_Material provided_
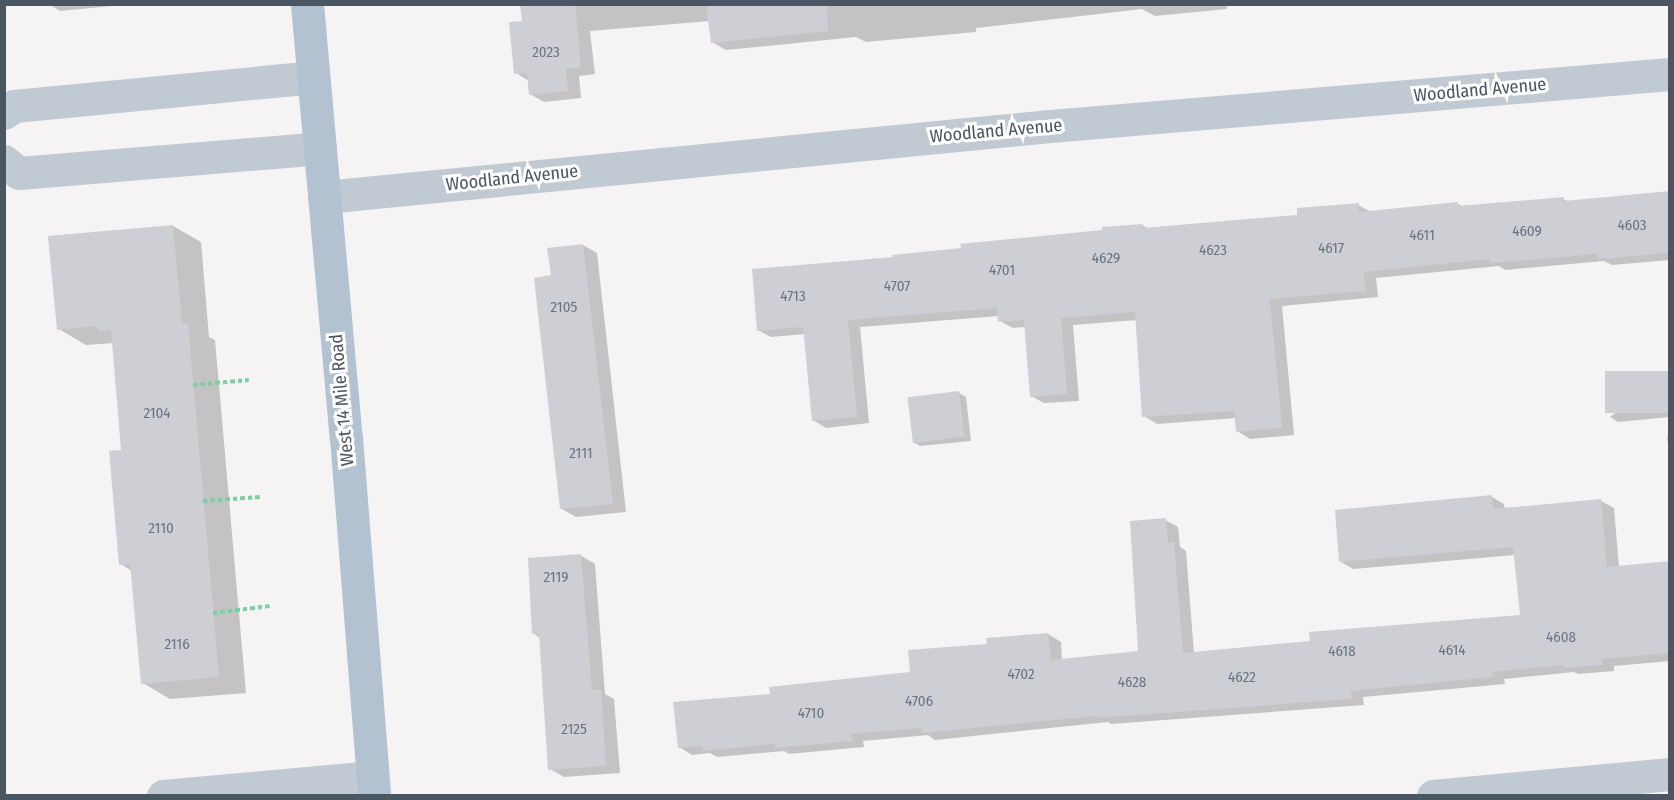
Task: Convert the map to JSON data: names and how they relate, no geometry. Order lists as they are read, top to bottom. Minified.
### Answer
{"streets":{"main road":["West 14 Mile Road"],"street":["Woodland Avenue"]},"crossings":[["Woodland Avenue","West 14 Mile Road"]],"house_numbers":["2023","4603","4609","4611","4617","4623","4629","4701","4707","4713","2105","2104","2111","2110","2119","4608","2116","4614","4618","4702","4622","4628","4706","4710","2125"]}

_Exercise_
Retype the entire listing exactly as it appears, dropping only the pictures.

_Solution for this exercise_
Task: Convert the map to JSON data: names and how they relate, no geometry. Order lists as they are read, top to bottom. Minified.
### Answer
{"streets":{"main road":["West 14 Mile Road"],"street":["Woodland Avenue"]},"crossings":[["Woodland Avenue","West 14 Mile Road"]],"house_numbers":["2023","4603","4609","4611","4617","4623","4629","4701","4707","4713","2105","2104","2111","2110","2119","4608","2116","4614","4618","4702","4622","4628","4706","4710","2125"]}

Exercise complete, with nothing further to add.